[Haskell-cafe] gathering position information lazily using traverse

Jan Christiansen jac at informatik.uni-kiel.de
Fri Sep 10 18:25:14 EDT 2010


On 10.09.2010, at 23:58, Felipe Lessa wrote:

> Hmmmm...
>
> On Fri, Sep 10, 2010 at 6:47 PM, Jan Christiansen
> <jac at informatik.uni-kiel.de> wrote:
>>  instance Applicative Proj where
>>    pure = Proj . const
>>    Proj f <*> Proj x = Proj (\p -> f (False:p) (x (True:p)))
>
>  (pure f) <*> Proj x
>   === Proj (const f) <*> Proj x
>   === Proj (\p -> (const f) (False:p) (x (True:p)))
>   === Proj (\p -> f (x (True:p)))
>
>  Proj f <*> (pure x)
>   === Proj f <*> Proj (const x)
>   === Proj (\p -> f (False:p) ((const x) (True:p)))
>   === Proj (\p -> f (False:p) x))
>
>>  instance Applicative Proj where
>>    pure x = Pure x
>>    Pure f <*> Pure x = Pure (f x)
>>    Pure f <*> Proj x = Proj (\p -> f (x p))
>>    Proj f <*> Pure x = Proj (\p -> f p x)
>>    Proj f <*> Proj x = Proj (\p -> f (False:p) (x (True:p)))
>
>  (pure f) <*> Proj x
>   === Pure f <*> Proj x
>   === Proj (\p -> f (x p))
>
>  (Proj f) <*> (pure x)
>   === Proj f <*> Pure x
>   === Proj (\p -> f p x)
>
> Was this difference intended?

Yes, this is intended. This difference is the reason why the former  
instance does not satisfy the Applicative laws while the latter does.

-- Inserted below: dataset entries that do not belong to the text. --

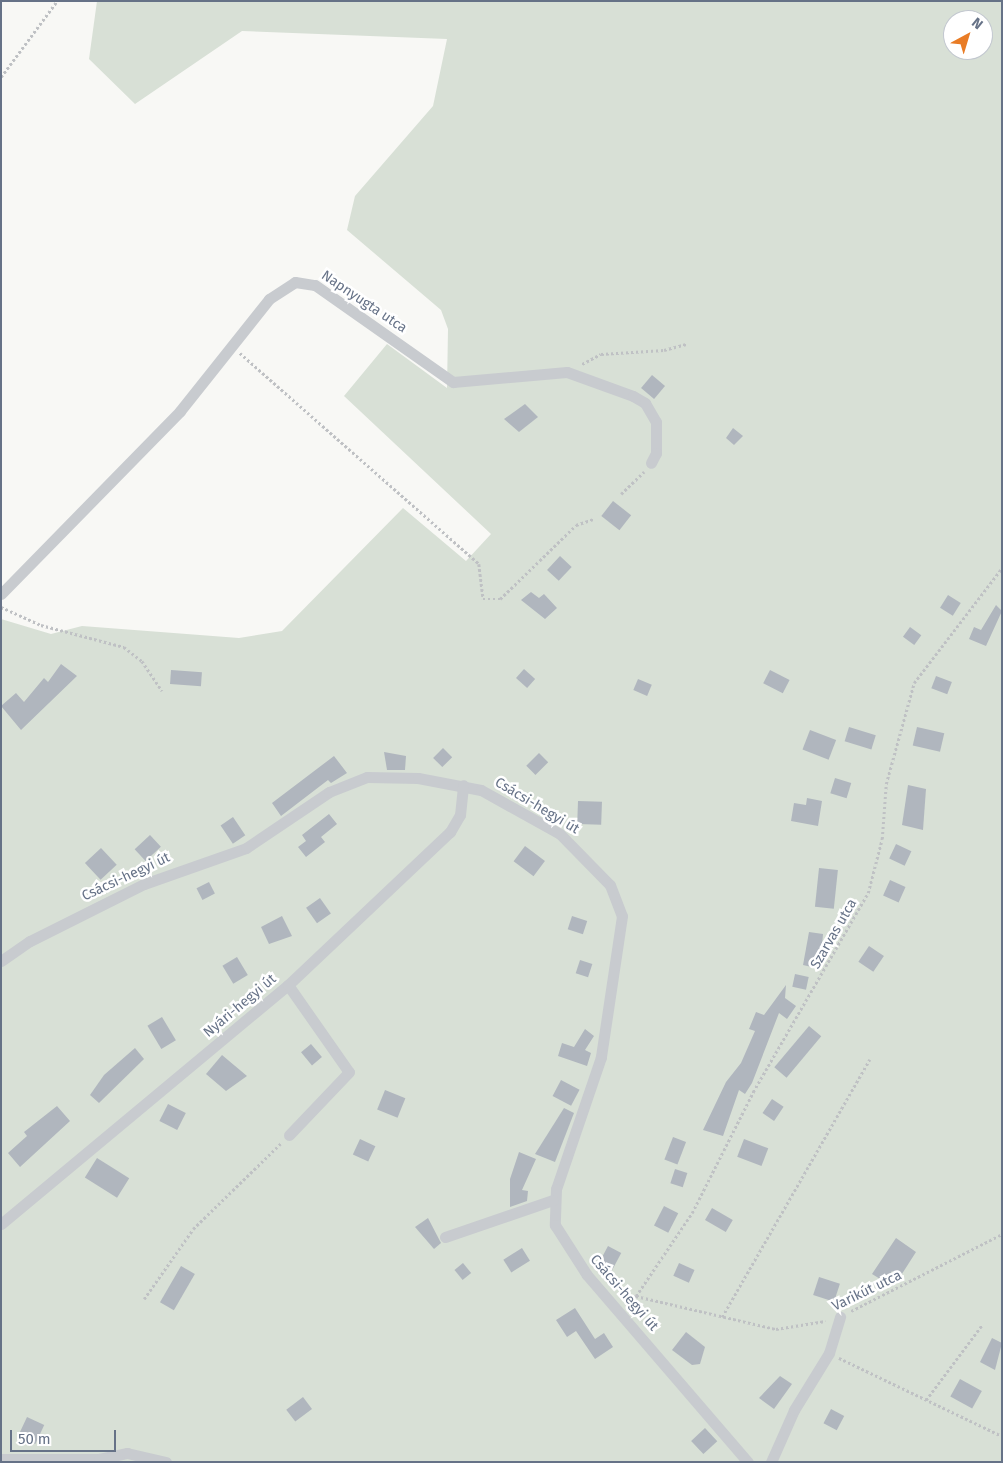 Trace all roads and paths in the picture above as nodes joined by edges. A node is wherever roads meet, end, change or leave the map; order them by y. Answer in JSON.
{"nodes":[{"id":1,"x":57,"y":1,"type":"edge"},
{"id":2,"x":1,"y":77,"type":"edge"},
{"id":3,"x":687,"y":344,"type":"dead end"},
{"id":4,"x":230,"y":347,"type":"junction"},
{"id":5,"x":566,"y":372,"type":"junction"},
{"id":6,"x":651,"y":463,"type":"joint"},
{"id":7,"x":621,"y":494,"type":"dead end"},
{"id":8,"x":593,"y":519,"type":"dead end"},
{"id":9,"x":1002,"y":568,"type":"edge"},
{"id":10,"x":1,"y":594,"type":"edge"},
{"id":11,"x":1,"y":607,"type":"edge"},
{"id":12,"x":162,"y":692,"type":"dead end"},
{"id":13,"x":463,"y":785,"type":"junction"},
{"id":14,"x":1,"y":961,"type":"edge"},
{"id":15,"x":288,"y":985,"type":"junction"},
{"id":16,"x":870,"y":1058,"type":"dead end"},
{"id":17,"x":289,"y":1135,"type":"joint"},
{"id":18,"x":553,"y":1200,"type":"junction"},
{"id":19,"x":1,"y":1224,"type":"edge"},
{"id":20,"x":1002,"y":1234,"type":"edge"},
{"id":21,"x":444,"y":1237,"type":"dead end"},
{"id":22,"x":636,"y":1296,"type":"junction"},
{"id":23,"x":144,"y":1299,"type":"dead end"},
{"id":24,"x":616,"y":1304,"type":"junction"},
{"id":25,"x":840,"y":1317,"type":"junction"},
{"id":26,"x":722,"y":1318,"type":"junction"},
{"id":27,"x":982,"y":1325,"type":"dead end"},
{"id":28,"x":829,"y":1353,"type":"junction"},
{"id":29,"x":926,"y":1400,"type":"junction"},
{"id":30,"x":1002,"y":1436,"type":"edge"},
{"id":31,"x":1,"y":1459,"type":"edge"},
{"id":32,"x":166,"y":1462,"type":"edge"},
{"id":33,"x":748,"y":1462,"type":"edge"},
{"id":34,"x":771,"y":1462,"type":"edge"}],
"edges":[{"from":1,"to":2,"type":"path"},
{"from":3,"to":5,"type":"path"},
{"from":4,"to":5,"type":"street","name":"Napnyugta utca"},
{"from":4,"to":8,"type":"path"},
{"from":4,"to":10,"type":"street","name":"Napnyugta utca"},
{"from":5,"to":6,"type":"street","name":"Napnyugta utca"},
{"from":6,"to":7,"type":"path"},
{"from":9,"to":22,"type":"path","name":"Szarvas utca"},
{"from":11,"to":12,"type":"path"},
{"from":13,"to":14,"type":"street","name":"Csácsi-hegyi út"},
{"from":13,"to":15,"type":"street","name":"Nyári-hegyi út"},
{"from":13,"to":18,"type":"street","name":"Csácsi-hegyi út"},
{"from":15,"to":17,"type":"street"},
{"from":15,"to":19,"type":"street","name":"Nyári-hegyi út"},
{"from":16,"to":26,"type":"path"},
{"from":17,"to":23,"type":"path"},
{"from":18,"to":21,"type":"street"},
{"from":18,"to":24,"type":"street","name":"Csácsi-hegyi út"},
{"from":20,"to":25,"type":"path","name":"Varikút utca"},
{"from":22,"to":24,"type":"path"},
{"from":22,"to":26,"type":"path","name":"Varikút utca"},
{"from":24,"to":33,"type":"street","name":"Csácsi-hegyi út"},
{"from":25,"to":26,"type":"path","name":"Varikút utca"},
{"from":25,"to":28,"type":"street"},
{"from":27,"to":29,"type":"path"},
{"from":28,"to":29,"type":"path"},
{"from":28,"to":34,"type":"street"},
{"from":29,"to":30,"type":"path"},
{"from":31,"to":32,"type":"street"}]}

The first instance provides every subterm of an idiomatic term with a  
position. Even a "pure" term is provided with a position although it  
does not use it. The latter instance does not provide a "pure" term  
with a position as it does not need one. Therefore, the second  
instance simply passes position p to a subterm if the other subterm is  
pure. In the example for the first instance we can observe that we  
unnecessarily extend the position with True and False respectively.